• Task requirements
Copy every line of the entries that includes the word "Helen".

• Data to use
***
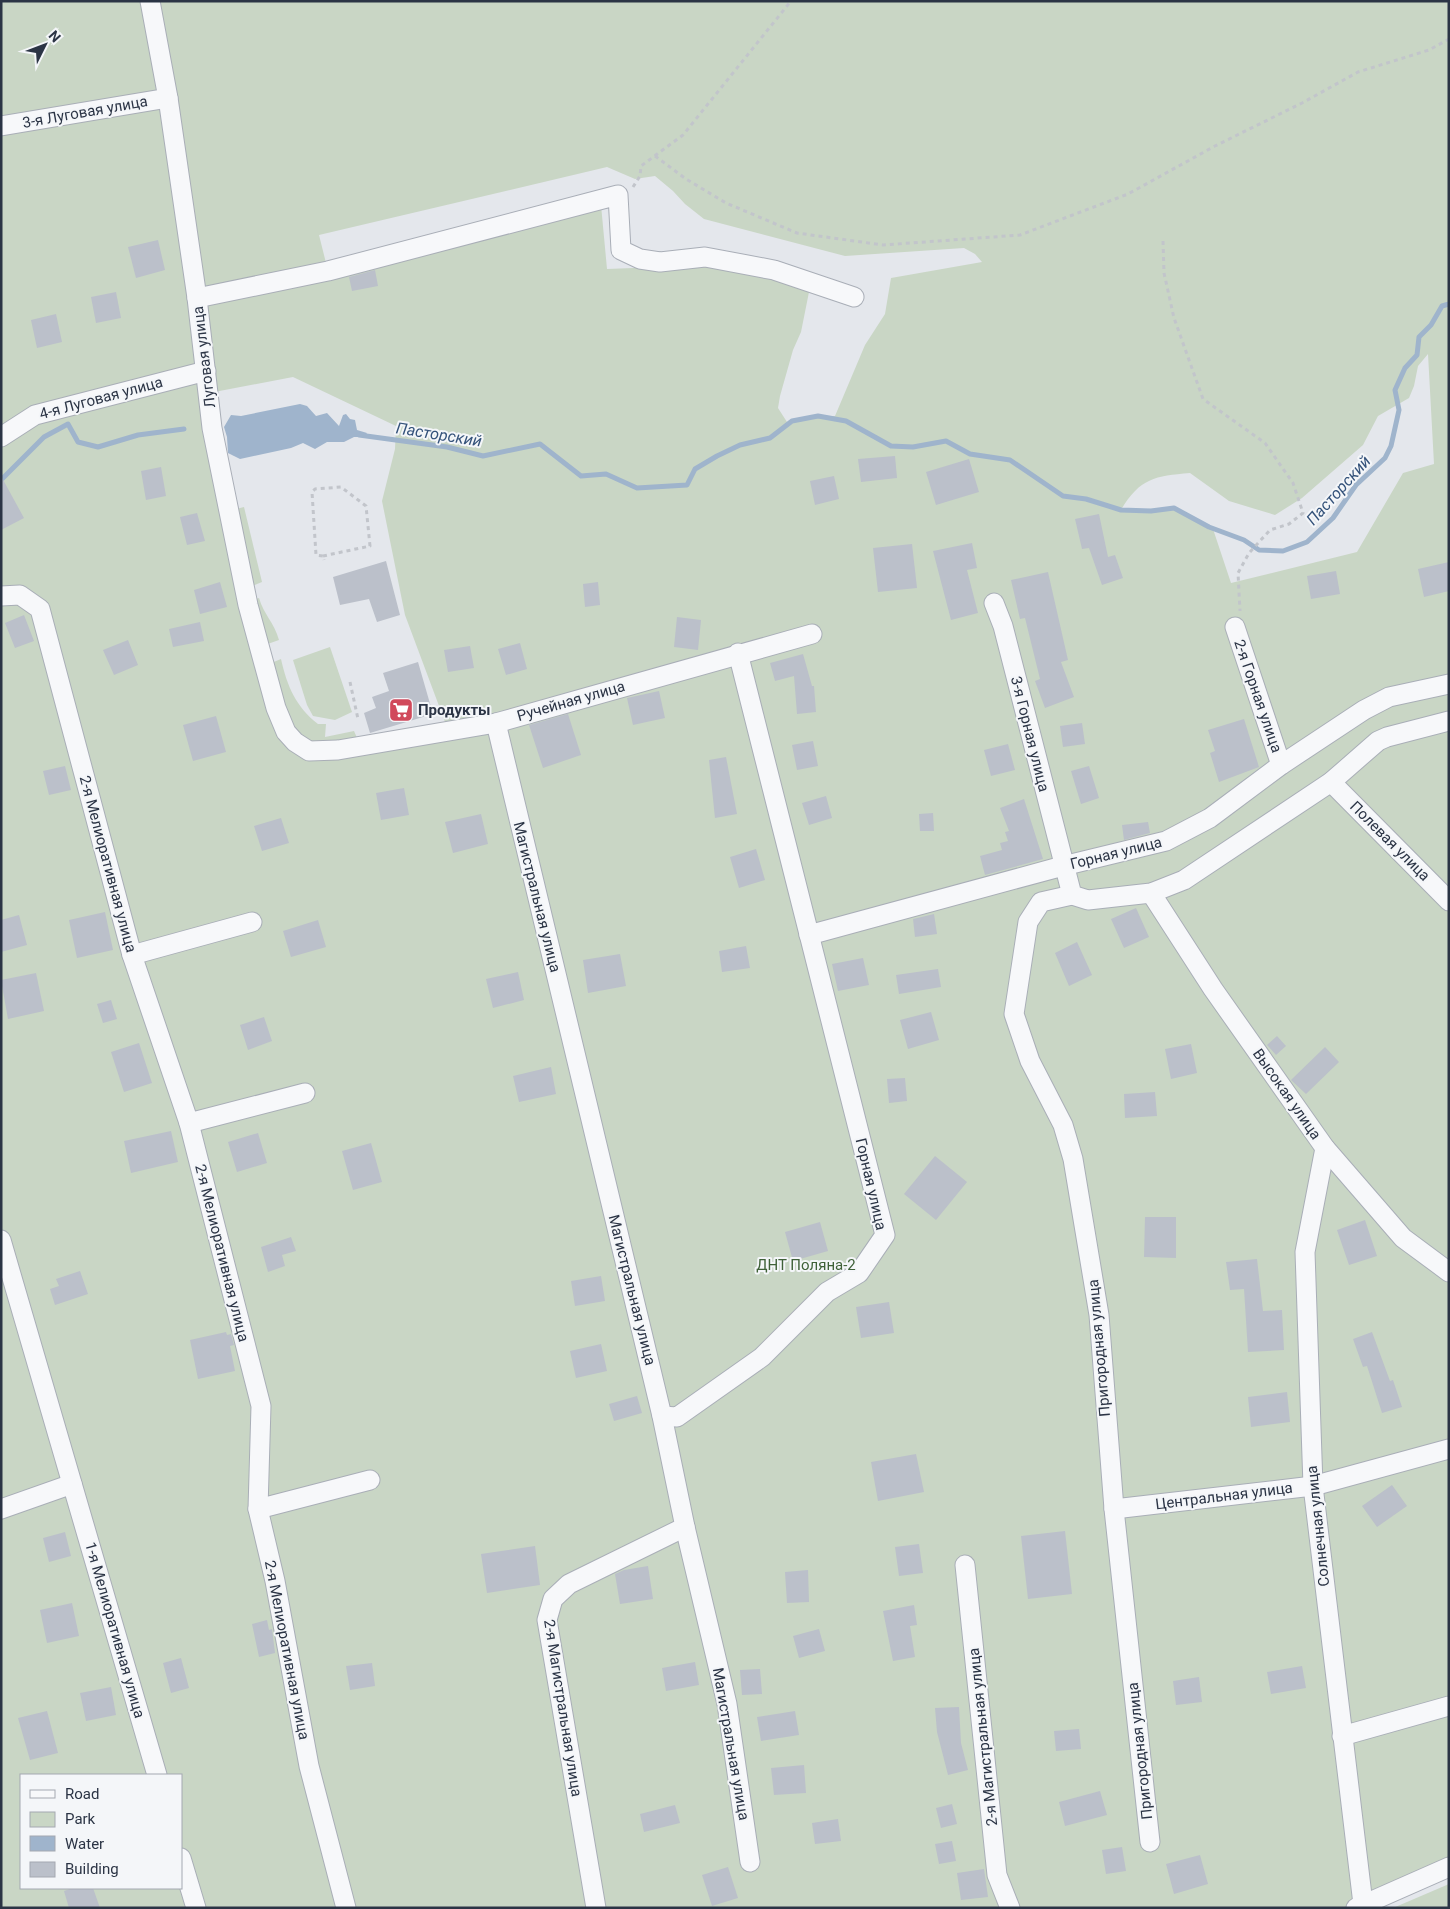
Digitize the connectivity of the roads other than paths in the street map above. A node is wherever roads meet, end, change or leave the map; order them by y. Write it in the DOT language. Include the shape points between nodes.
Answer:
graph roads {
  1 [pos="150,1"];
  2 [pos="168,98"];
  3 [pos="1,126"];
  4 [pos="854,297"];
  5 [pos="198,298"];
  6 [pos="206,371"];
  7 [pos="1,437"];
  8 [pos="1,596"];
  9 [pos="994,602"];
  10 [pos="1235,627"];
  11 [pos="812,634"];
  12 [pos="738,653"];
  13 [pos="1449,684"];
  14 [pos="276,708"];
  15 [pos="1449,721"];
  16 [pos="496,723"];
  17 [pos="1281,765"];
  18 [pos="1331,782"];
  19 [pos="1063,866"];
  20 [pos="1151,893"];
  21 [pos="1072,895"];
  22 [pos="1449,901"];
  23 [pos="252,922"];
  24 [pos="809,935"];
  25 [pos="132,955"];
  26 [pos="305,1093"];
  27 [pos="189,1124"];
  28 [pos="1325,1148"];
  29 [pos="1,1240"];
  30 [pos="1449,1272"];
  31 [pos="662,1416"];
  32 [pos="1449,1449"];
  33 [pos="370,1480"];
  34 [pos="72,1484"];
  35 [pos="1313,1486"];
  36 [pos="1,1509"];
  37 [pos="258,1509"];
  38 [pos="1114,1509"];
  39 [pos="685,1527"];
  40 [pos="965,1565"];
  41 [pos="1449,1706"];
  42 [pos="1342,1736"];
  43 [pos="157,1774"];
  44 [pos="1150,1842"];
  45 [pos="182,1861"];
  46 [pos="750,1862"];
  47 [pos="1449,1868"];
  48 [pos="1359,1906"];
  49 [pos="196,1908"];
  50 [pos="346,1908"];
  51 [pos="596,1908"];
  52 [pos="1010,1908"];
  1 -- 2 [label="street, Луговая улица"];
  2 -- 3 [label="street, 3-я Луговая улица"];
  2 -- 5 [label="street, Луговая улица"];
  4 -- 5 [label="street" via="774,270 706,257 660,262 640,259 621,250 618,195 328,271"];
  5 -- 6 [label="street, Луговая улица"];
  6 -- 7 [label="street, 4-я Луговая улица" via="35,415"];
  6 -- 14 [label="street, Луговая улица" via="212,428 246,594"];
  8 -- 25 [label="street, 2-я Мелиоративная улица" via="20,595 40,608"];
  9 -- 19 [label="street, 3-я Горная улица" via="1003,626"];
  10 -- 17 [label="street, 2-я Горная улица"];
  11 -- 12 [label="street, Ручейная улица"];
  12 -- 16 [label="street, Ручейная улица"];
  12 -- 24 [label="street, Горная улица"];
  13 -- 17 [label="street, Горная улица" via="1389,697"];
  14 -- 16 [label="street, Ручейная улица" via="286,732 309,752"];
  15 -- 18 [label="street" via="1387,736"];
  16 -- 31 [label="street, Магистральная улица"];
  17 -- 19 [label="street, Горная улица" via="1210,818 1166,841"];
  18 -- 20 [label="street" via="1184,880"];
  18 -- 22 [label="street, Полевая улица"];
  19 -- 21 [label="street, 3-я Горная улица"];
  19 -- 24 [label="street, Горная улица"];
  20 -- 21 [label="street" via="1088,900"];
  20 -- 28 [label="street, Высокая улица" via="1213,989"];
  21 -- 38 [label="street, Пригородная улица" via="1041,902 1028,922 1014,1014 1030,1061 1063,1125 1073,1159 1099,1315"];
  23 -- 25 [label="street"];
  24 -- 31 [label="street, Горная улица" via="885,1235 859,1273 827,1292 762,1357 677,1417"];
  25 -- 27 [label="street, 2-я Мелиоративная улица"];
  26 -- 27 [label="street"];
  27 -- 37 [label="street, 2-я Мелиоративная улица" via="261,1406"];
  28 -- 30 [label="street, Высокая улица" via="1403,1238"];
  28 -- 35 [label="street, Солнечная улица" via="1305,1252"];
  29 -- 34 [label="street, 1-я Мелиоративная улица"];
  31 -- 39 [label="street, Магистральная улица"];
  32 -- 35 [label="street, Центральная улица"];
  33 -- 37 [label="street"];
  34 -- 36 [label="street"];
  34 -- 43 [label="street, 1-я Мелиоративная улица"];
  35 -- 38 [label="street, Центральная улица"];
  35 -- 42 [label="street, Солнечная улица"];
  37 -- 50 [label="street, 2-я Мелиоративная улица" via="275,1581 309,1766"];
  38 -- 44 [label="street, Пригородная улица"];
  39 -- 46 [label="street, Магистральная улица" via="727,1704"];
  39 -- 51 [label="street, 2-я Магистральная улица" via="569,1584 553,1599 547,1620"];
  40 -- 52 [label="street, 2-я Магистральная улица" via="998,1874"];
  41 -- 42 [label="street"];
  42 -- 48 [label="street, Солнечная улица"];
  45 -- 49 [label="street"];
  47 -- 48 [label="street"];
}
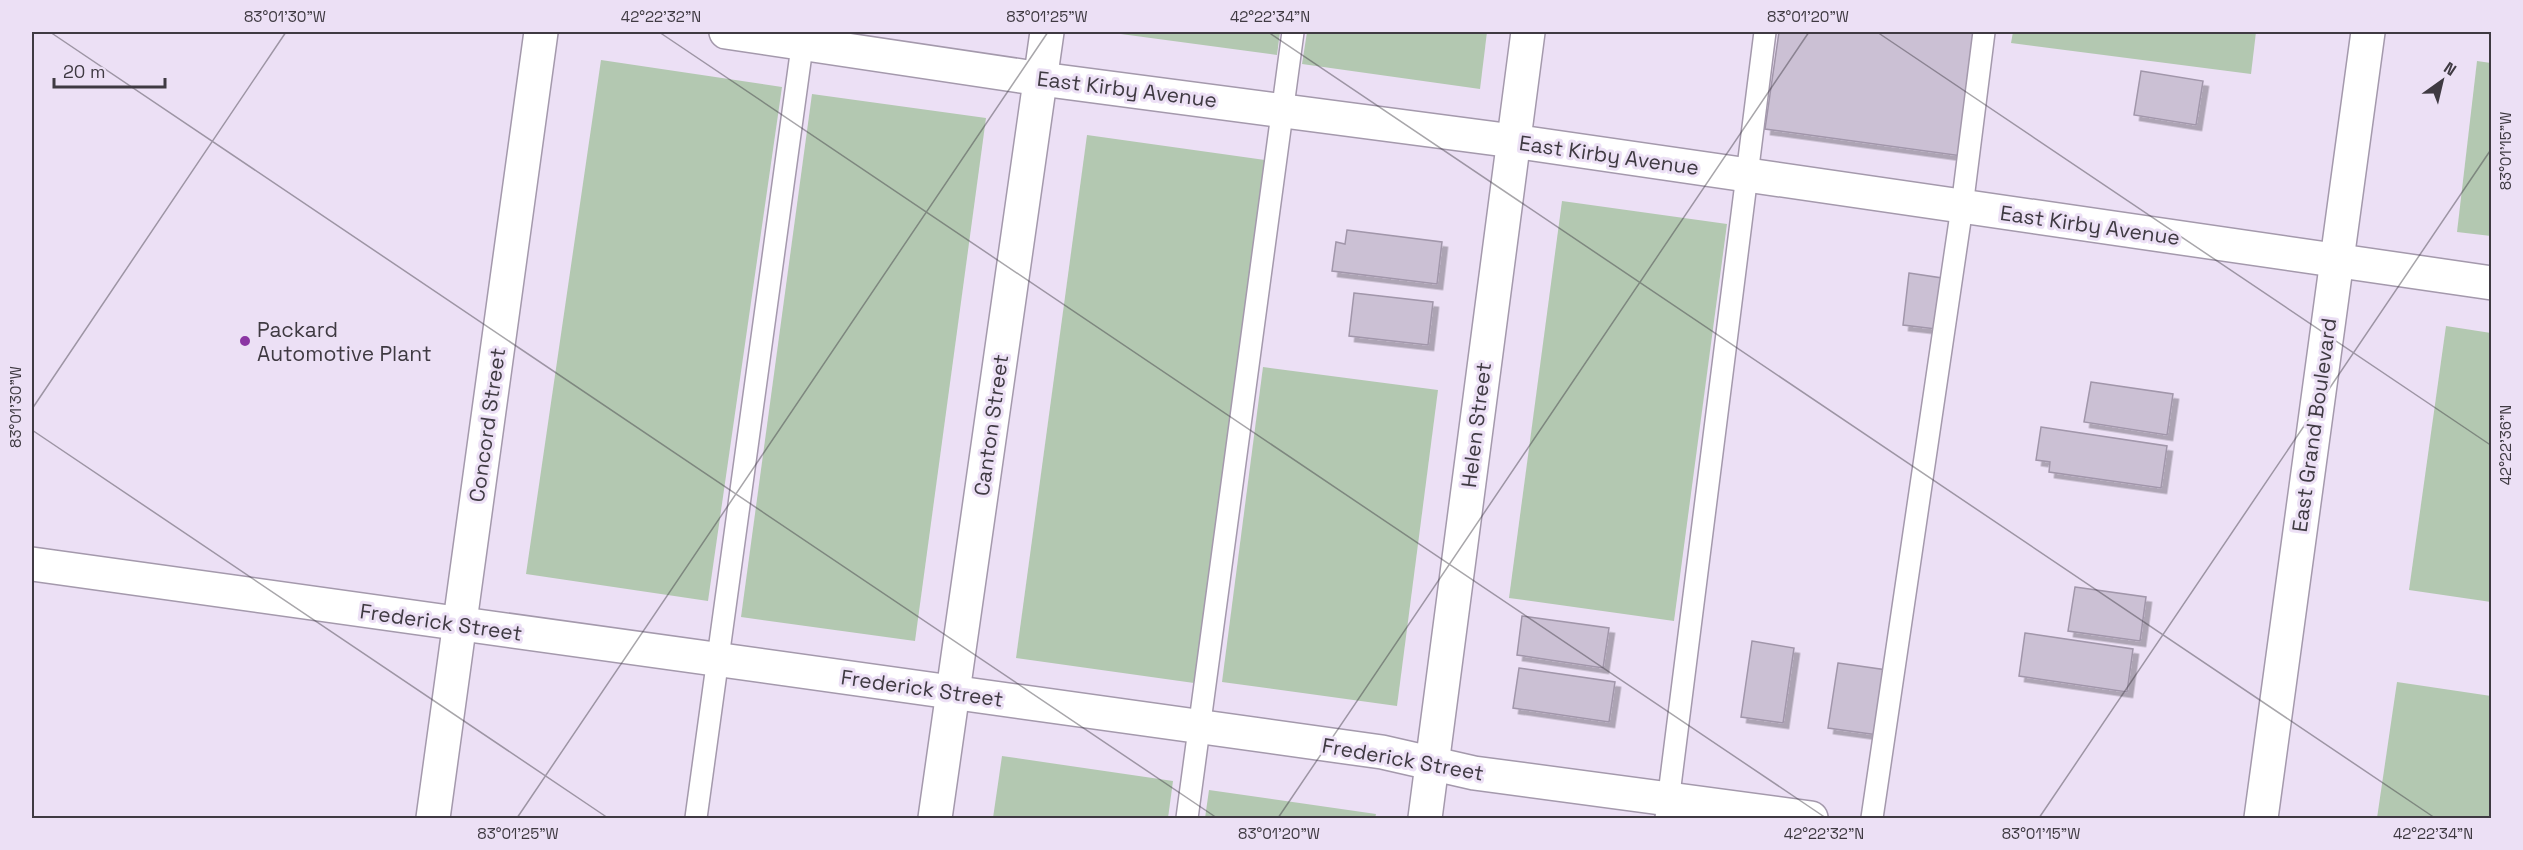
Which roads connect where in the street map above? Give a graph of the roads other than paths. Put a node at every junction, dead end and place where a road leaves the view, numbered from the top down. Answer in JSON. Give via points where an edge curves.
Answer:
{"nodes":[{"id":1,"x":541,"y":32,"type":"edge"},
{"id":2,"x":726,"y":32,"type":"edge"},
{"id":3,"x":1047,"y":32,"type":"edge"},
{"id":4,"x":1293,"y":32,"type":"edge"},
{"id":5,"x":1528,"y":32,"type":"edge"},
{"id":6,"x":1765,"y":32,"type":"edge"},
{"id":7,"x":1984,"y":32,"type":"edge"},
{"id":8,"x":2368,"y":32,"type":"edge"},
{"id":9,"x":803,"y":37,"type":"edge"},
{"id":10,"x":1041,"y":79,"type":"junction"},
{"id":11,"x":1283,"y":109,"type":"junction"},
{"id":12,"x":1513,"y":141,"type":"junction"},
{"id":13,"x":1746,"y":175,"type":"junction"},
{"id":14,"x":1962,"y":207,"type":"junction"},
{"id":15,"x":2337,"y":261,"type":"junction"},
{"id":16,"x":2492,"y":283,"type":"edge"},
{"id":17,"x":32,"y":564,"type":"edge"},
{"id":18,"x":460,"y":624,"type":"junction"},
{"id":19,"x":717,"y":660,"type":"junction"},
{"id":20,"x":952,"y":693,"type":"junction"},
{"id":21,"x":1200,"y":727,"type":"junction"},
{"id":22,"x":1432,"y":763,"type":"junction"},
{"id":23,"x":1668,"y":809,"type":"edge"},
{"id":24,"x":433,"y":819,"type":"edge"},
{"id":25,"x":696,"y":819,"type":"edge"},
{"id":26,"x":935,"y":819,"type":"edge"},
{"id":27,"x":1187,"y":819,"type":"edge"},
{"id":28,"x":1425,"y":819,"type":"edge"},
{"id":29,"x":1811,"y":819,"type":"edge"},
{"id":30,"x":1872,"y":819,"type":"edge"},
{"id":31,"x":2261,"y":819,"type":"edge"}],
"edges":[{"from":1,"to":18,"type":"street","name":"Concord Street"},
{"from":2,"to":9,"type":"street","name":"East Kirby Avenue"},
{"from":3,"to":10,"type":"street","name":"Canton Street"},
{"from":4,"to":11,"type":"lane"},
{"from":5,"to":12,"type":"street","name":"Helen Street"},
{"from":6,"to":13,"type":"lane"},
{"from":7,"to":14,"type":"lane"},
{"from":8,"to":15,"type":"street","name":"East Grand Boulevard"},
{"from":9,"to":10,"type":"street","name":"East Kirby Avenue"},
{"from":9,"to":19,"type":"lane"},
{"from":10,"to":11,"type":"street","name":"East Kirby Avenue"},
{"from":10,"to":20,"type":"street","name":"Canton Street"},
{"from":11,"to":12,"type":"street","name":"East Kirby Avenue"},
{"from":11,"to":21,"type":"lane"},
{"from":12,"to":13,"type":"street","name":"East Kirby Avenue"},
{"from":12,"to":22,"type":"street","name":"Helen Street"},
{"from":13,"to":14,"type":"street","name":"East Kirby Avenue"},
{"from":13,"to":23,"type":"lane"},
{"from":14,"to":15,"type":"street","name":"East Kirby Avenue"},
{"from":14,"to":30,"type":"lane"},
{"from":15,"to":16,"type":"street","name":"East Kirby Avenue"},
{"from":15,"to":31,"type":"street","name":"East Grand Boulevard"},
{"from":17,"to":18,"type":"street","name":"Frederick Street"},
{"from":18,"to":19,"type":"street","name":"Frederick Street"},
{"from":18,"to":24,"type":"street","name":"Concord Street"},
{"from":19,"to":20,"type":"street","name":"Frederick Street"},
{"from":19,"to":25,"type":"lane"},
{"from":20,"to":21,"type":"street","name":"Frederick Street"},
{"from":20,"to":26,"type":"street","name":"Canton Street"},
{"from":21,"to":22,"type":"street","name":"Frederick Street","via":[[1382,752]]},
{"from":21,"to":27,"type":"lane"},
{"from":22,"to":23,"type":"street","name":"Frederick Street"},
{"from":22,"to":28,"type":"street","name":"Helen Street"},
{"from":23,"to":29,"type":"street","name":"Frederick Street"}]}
***
• Response to the exercise
{"from":5,"to":12,"type":"street","name":"Helen Street"},
{"from":12,"to":22,"type":"street","name":"Helen Street"},
{"from":22,"to":28,"type":"street","name":"Helen Street"},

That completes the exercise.